Transition from Self-Organized Criticality into Self-Organization during Sliding Si(3)N(4) Balls against Nanocrystalline Diamond Films

The paper investigates the variation of friction force (F(x)) during reciprocating sliding tests on nanocrystalline diamond (NCD) films. The analysis of the friction behavior during the run-in period is the focus of the study. The NCD films were grown using microwave plasma-enhanced chemical vapor deposition (MW-PECVD) on single-crystalline diamond SCD(110) substrates. Reciprocating sliding tests were conducted under 500 and 2000 g of normal load using Si(3)N(4) balls as a counter body. The friction force permanently varies during the test, namely F(x) value can locally increase or decrease in each cycle of sliding. The distribution of friction force drops (dF(x)) was extracted from the experimental data using a specially developed program. The analysis revealed a power-law distribution f(−µ) of dF(x) for the early stage of the run-in with the exponent value (µ) in the range from 0.6 to 2.9. In addition, the frequency power spectrum of F(x) time series follows power-law distribution f(−α) with α value in the range of 1.0–2.0, with the highest values (1.6–2.0) for the initial stage of the run-in.

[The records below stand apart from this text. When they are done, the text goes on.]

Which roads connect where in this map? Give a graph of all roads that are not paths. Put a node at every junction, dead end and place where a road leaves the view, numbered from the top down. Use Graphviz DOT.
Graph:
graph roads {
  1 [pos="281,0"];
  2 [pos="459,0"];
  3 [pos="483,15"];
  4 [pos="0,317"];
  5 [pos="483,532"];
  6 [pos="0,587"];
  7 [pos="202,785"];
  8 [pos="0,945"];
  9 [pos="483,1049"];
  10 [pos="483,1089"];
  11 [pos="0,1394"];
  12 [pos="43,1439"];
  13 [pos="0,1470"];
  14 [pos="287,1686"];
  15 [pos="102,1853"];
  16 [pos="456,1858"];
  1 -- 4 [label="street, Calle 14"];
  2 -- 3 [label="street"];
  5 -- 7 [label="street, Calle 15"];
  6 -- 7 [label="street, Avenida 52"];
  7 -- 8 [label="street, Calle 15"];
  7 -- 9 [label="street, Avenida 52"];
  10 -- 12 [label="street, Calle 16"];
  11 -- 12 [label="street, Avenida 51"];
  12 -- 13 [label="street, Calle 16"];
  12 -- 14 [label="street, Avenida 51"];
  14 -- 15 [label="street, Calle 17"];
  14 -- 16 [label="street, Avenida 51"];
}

No power-law distribution of dF(x) was found for the later stage of the run-in and the steady-state periods of sliding with the exception for periods where a relatively extended decrease of coefficient of friction (COF) was observed. The asperity interlocking leads to the stick-slip like sliding at the early stage of the run-in. This tribological behavior can be related to the self-organized criticality (SOC). The emergence of dissipative structures at the later stages of the run-in, namely the formation of ripples, carbonaceous tribolayer, etc., can be associated with the self-organization (SO).